▸ TASK ITEM:
Read the records and gather each line that includes "Bnou".

▸ RECORDS FOR THE EXERCISE:
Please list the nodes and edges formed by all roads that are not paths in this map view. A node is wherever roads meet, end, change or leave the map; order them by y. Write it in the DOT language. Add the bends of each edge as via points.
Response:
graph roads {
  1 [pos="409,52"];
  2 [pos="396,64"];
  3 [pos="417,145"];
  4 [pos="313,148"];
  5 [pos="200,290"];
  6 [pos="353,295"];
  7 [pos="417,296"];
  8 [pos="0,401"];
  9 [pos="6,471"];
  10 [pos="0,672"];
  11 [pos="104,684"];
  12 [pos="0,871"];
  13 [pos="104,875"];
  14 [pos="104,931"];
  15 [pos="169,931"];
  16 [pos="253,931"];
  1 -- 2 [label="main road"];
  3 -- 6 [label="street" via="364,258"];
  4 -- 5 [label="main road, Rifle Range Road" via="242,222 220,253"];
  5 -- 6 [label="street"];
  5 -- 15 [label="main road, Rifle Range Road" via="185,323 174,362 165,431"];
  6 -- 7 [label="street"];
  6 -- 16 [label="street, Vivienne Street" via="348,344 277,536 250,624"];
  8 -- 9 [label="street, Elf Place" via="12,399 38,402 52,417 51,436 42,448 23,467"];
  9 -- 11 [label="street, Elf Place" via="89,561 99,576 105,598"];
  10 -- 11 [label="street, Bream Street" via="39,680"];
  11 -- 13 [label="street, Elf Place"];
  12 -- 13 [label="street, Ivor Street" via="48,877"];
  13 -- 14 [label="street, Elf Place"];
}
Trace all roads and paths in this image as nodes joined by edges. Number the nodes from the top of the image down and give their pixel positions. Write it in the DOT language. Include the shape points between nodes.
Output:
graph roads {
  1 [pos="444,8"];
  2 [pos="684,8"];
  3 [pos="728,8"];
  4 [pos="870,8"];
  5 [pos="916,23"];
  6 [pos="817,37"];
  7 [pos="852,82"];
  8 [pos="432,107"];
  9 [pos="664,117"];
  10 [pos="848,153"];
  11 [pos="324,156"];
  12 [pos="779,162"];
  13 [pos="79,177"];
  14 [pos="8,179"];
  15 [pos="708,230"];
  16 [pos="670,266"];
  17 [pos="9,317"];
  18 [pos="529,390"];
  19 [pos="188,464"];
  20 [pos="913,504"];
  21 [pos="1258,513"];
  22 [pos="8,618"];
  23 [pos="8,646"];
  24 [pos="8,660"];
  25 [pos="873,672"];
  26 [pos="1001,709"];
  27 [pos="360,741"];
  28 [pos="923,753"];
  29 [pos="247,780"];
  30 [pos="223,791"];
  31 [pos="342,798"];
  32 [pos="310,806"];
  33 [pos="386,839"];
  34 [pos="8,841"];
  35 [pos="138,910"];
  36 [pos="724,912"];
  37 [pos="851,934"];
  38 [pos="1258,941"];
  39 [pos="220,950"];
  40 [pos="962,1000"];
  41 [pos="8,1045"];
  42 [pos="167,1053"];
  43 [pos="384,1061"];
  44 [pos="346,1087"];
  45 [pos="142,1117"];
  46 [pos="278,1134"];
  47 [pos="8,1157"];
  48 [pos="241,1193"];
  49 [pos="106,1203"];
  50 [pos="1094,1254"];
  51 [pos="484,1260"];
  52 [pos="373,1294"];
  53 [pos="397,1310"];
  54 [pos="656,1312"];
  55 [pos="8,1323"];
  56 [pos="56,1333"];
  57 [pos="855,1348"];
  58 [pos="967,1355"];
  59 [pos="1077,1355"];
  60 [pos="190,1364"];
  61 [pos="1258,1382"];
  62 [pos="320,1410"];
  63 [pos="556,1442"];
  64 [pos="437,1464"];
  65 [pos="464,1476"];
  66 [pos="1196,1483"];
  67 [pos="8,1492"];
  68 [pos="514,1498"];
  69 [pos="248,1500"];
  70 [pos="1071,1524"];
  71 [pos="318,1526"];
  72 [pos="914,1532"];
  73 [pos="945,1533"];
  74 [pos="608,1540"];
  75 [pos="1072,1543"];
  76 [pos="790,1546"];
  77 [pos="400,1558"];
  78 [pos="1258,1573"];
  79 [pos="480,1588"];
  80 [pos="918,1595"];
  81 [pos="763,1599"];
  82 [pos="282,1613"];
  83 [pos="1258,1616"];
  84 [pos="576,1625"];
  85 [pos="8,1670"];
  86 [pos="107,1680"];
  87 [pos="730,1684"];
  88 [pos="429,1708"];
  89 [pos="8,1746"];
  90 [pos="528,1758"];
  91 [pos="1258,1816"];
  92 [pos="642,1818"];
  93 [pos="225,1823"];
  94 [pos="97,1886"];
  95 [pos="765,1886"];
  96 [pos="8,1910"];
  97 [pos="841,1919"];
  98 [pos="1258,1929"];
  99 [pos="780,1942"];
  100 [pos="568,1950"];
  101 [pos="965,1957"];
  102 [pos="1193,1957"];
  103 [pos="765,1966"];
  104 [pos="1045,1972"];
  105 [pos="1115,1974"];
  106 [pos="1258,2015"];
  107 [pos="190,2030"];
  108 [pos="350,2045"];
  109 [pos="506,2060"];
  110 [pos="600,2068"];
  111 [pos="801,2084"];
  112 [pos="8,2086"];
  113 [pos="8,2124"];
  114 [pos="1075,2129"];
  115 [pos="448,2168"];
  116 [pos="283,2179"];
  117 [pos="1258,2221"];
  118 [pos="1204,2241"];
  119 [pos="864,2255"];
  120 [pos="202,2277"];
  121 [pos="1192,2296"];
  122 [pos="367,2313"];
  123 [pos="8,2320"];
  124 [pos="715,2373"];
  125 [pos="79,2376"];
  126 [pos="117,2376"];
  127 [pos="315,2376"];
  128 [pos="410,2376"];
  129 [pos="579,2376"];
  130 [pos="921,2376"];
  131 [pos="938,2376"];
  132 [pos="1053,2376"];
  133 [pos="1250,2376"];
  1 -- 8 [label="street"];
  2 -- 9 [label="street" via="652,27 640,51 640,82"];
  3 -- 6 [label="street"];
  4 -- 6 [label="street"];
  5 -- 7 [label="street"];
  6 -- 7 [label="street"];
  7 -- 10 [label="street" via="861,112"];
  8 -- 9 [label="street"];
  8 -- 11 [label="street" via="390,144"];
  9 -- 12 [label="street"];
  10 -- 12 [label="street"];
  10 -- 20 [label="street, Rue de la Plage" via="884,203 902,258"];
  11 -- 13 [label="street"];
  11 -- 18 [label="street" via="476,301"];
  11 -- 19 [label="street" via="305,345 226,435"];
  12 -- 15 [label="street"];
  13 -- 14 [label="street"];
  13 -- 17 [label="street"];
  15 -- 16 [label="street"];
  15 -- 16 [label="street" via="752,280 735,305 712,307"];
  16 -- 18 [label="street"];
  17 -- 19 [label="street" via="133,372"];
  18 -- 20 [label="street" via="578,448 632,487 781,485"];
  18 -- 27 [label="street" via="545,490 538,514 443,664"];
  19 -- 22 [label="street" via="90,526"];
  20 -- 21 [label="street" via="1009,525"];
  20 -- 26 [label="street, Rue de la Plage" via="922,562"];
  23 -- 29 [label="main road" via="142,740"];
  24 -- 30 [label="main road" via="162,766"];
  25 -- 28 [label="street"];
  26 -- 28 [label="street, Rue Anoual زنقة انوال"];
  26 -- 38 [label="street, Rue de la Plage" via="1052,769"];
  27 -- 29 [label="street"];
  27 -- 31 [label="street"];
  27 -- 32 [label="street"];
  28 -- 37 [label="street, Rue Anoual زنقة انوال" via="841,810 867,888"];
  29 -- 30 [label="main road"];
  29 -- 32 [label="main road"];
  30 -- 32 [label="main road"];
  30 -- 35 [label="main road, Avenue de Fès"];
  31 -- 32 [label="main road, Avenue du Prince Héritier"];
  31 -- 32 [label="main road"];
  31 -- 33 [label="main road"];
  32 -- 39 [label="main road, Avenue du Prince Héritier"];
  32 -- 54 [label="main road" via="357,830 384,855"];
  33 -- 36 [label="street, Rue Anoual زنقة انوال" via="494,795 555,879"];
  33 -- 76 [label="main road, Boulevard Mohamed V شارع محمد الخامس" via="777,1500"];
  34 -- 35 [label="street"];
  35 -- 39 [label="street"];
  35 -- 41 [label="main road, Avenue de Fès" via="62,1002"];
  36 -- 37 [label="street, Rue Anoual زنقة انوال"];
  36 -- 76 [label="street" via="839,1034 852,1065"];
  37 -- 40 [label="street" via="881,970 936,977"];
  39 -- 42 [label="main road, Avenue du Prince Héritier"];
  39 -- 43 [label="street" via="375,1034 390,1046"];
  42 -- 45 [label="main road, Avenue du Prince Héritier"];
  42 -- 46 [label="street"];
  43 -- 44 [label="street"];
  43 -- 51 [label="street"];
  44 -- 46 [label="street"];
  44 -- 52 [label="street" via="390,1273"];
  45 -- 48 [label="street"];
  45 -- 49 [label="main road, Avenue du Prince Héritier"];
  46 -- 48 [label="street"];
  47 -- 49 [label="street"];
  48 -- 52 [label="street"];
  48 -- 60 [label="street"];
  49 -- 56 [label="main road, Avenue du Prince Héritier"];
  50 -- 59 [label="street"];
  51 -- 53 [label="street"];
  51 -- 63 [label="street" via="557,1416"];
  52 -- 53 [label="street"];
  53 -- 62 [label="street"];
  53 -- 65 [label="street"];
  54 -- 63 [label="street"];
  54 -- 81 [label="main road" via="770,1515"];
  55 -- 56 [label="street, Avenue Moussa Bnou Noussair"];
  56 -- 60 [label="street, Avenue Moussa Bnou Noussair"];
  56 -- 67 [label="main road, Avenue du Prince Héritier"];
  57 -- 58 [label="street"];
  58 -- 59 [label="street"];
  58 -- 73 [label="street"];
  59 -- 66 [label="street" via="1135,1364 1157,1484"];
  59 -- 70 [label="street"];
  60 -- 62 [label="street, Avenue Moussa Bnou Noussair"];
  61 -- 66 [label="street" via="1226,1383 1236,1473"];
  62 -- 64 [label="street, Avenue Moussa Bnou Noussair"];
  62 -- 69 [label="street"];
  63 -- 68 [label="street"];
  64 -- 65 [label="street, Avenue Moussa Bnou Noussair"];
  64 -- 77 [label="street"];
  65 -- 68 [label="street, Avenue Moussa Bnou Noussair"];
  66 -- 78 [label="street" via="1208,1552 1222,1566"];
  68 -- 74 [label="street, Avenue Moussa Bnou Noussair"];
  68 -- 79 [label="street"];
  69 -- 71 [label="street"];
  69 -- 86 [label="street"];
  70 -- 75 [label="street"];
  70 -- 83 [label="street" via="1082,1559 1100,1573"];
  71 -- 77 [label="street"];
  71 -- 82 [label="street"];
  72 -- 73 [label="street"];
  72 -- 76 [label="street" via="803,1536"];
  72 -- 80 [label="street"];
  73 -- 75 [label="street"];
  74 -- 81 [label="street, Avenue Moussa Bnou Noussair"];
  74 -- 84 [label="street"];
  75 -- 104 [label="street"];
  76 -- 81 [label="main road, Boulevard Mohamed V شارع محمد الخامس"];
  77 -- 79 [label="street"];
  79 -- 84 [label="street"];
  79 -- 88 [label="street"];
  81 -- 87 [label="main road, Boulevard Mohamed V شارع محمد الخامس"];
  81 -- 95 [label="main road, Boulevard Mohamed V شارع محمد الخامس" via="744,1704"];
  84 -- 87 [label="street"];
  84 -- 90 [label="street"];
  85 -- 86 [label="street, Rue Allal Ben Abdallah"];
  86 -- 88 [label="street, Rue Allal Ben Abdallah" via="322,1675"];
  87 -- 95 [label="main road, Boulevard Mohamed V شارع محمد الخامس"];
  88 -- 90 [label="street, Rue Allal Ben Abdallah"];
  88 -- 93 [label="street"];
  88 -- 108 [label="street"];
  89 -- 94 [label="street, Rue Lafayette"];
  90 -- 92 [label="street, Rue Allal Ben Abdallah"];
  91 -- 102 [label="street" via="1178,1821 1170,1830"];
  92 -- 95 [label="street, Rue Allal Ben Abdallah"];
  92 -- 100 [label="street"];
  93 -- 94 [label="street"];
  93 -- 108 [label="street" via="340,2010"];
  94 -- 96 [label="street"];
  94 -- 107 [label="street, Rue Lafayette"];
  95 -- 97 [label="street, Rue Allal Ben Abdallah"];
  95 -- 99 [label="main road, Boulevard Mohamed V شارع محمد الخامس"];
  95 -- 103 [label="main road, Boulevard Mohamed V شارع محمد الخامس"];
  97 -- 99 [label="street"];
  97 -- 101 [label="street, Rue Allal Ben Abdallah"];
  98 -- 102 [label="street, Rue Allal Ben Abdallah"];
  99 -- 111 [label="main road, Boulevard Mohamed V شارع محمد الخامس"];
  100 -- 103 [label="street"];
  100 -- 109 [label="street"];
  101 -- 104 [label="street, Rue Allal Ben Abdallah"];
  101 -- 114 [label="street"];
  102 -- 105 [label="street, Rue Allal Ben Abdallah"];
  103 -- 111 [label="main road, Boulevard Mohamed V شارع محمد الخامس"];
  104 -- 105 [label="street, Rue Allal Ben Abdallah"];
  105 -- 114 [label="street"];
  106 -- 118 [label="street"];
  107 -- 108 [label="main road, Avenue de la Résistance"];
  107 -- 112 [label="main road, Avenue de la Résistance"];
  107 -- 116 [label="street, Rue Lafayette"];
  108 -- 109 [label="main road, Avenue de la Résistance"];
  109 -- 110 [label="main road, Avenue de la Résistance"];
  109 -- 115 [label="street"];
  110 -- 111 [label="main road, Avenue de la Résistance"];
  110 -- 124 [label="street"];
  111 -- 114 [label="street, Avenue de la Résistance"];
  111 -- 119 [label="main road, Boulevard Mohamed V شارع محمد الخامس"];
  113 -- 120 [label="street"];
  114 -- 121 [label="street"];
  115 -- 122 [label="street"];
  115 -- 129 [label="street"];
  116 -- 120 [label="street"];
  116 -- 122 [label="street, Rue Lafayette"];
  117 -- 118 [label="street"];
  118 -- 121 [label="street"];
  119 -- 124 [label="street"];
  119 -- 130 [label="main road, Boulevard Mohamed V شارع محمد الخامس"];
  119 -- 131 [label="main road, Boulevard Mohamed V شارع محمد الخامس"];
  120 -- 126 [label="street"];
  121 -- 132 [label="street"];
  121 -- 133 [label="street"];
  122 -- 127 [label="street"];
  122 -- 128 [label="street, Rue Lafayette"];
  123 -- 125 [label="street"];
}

▸ RESULT OF THE EXERCISE:
  55 -- 56 [label="street, Avenue Moussa Bnou Noussair"];
  56 -- 60 [label="street, Avenue Moussa Bnou Noussair"];
  60 -- 62 [label="street, Avenue Moussa Bnou Noussair"];
  62 -- 64 [label="street, Avenue Moussa Bnou Noussair"];
  64 -- 65 [label="street, Avenue Moussa Bnou Noussair"];
  65 -- 68 [label="street, Avenue Moussa Bnou Noussair"];
  68 -- 74 [label="street, Avenue Moussa Bnou Noussair"];
  74 -- 81 [label="street, Avenue Moussa Bnou Noussair"];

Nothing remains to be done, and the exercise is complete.